Check the records below line by line for the string "Guatambu". Give the number of lines that contain it and nothing else.

══ Stored data

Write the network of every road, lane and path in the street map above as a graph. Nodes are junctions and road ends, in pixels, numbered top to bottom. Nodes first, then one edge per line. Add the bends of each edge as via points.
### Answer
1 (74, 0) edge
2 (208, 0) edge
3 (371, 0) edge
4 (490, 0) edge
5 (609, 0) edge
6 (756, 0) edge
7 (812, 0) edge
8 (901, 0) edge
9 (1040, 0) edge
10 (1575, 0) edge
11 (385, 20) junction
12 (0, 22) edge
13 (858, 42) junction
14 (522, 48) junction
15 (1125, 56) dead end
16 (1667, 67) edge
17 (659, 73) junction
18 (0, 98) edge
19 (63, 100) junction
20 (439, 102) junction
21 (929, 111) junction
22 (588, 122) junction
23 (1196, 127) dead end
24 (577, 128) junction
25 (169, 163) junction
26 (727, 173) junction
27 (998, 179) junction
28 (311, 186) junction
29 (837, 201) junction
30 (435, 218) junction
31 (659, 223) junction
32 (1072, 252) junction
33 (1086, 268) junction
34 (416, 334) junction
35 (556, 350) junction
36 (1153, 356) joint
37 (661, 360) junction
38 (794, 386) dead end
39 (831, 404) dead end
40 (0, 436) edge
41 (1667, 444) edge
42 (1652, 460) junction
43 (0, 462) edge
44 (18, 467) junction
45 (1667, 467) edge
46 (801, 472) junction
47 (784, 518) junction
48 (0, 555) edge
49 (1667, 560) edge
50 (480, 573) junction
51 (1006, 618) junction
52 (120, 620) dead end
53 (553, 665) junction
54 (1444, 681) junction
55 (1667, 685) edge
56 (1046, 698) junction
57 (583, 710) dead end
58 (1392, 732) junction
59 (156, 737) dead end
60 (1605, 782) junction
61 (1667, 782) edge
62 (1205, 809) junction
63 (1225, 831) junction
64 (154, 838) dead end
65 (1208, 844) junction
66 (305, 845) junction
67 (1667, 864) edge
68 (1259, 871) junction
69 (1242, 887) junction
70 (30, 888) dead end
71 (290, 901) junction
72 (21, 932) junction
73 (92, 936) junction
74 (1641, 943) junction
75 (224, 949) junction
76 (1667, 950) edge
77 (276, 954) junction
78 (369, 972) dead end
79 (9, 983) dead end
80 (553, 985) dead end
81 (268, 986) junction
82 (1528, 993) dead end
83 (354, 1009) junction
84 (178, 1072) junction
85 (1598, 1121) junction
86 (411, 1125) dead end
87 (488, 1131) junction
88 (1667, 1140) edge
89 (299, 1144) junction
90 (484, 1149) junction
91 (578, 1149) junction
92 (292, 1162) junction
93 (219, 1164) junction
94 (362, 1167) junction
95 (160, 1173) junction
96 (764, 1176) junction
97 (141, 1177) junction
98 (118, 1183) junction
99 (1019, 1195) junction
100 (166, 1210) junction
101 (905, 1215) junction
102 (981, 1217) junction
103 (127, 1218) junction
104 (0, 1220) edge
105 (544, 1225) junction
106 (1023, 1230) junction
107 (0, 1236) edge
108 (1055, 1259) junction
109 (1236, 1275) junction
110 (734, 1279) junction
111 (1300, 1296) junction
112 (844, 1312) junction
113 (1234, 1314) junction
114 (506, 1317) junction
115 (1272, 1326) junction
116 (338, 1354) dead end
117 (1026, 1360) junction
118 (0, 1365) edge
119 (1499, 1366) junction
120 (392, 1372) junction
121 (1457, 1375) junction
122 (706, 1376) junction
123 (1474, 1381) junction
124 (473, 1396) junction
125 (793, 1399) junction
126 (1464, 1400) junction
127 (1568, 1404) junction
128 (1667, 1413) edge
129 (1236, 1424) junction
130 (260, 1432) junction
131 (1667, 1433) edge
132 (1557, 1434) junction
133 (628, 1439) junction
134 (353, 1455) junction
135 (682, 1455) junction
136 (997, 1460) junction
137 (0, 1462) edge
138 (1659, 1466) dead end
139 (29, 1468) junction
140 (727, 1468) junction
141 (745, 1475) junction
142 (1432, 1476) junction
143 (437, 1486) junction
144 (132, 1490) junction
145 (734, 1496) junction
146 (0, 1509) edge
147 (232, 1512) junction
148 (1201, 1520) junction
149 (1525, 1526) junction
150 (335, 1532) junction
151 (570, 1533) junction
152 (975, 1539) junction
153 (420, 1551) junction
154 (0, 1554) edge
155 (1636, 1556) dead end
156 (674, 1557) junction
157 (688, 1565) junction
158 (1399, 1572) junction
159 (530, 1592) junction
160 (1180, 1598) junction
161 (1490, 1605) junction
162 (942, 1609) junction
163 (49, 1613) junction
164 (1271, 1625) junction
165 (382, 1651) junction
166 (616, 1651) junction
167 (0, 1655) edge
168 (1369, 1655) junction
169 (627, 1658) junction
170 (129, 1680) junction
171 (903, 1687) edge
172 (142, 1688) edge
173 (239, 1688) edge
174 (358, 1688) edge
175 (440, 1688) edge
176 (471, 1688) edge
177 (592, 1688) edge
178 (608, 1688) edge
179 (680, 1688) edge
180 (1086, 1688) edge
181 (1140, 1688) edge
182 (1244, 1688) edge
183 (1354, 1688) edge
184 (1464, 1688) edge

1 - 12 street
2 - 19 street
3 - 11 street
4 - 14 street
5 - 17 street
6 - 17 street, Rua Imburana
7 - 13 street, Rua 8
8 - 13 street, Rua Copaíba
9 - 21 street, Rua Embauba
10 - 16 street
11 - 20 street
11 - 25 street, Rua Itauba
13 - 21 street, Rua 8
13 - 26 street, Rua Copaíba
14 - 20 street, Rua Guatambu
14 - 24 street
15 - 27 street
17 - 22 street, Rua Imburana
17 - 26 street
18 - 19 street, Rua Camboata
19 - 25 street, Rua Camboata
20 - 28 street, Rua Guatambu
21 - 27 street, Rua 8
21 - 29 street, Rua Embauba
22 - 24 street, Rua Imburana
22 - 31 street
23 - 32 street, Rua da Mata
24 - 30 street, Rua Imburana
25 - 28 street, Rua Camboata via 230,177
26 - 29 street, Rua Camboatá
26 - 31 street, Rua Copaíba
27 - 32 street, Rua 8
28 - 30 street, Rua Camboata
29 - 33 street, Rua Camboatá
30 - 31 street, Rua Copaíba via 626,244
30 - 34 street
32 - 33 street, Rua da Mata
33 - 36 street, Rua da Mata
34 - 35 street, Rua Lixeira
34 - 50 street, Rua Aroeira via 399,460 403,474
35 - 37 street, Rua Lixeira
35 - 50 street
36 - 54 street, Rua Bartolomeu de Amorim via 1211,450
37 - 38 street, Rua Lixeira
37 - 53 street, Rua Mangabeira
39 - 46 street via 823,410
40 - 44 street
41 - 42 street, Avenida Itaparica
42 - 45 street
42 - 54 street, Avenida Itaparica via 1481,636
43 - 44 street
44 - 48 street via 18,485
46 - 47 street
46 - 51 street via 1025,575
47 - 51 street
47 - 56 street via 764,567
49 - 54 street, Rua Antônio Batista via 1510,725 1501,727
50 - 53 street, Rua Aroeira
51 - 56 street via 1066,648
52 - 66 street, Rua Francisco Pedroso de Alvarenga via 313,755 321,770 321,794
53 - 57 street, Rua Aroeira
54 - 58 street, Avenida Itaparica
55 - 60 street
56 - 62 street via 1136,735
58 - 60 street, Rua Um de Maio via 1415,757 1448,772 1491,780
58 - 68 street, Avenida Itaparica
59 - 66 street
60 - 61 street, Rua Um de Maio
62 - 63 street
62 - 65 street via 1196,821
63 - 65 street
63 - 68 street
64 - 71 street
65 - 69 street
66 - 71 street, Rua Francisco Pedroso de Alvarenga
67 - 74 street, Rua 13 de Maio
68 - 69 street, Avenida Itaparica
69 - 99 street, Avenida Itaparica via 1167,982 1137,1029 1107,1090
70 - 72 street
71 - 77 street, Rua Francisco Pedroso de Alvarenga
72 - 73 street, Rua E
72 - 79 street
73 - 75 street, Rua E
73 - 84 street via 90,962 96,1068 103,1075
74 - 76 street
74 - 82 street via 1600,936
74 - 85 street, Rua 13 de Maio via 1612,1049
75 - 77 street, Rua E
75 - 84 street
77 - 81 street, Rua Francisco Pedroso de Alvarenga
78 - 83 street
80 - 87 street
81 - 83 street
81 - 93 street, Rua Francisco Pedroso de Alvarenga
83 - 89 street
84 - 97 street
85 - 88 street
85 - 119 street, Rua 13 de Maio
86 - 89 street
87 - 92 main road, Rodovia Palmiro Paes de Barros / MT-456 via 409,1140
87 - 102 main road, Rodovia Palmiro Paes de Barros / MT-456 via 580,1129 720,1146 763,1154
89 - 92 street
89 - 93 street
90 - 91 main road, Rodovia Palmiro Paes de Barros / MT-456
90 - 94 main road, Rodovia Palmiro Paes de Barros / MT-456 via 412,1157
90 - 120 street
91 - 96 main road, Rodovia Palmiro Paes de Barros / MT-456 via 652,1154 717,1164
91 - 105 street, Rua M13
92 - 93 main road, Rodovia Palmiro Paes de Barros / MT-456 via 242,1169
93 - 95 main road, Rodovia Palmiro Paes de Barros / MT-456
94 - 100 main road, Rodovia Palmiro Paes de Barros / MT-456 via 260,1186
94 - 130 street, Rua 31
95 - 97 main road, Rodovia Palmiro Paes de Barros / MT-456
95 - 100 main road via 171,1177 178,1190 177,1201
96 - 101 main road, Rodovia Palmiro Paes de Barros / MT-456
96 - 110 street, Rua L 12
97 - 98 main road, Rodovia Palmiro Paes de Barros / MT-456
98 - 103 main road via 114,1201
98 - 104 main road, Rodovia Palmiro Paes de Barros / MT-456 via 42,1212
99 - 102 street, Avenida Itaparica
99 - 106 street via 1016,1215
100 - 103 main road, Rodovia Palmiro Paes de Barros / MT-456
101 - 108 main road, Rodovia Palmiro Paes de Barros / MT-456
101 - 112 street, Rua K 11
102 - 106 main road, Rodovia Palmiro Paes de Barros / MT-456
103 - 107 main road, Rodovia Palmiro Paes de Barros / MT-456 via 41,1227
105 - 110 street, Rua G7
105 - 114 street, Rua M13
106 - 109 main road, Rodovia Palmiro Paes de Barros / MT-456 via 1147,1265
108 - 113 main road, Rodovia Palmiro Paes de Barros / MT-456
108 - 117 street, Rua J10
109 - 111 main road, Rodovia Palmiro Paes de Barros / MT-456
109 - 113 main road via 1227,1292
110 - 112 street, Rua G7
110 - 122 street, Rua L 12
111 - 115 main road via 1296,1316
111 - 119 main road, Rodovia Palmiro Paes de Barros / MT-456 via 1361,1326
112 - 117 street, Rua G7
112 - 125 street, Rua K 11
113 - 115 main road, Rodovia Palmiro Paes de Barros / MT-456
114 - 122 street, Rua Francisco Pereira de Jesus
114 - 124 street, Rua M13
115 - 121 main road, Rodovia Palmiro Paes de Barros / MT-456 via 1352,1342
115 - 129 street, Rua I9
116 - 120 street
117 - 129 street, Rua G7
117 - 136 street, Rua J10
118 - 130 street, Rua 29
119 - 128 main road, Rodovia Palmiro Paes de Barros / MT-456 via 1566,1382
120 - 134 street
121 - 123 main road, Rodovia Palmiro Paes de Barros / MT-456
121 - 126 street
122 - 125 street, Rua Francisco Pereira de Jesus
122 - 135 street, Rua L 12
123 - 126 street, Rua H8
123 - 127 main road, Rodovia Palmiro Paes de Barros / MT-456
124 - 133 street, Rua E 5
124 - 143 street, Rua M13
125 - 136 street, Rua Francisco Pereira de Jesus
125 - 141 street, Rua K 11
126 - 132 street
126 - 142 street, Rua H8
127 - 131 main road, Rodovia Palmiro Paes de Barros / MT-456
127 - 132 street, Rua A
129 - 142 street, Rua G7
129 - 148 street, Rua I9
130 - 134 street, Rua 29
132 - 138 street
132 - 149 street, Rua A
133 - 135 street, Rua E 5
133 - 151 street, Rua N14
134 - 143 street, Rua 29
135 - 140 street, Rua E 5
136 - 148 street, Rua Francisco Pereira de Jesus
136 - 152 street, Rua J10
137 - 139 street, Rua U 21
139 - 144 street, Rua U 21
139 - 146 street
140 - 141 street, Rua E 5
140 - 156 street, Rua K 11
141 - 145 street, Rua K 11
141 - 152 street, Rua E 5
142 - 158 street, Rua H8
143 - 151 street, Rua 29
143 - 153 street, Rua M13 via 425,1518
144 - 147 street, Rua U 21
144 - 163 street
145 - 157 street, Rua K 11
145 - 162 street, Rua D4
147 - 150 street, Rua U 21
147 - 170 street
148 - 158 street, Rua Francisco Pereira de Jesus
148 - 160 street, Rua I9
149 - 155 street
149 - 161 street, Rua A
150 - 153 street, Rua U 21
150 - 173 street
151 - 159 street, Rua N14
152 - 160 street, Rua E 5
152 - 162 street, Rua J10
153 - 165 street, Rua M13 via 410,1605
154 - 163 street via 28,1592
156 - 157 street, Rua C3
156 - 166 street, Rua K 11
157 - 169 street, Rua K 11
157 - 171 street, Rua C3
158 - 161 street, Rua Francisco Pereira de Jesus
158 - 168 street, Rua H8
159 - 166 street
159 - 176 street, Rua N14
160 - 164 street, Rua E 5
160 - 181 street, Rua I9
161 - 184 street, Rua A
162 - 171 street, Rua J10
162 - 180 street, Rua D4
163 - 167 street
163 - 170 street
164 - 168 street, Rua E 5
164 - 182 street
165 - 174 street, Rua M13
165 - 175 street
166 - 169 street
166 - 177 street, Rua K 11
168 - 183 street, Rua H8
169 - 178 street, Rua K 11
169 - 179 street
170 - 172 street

════

• **Result for this task**
2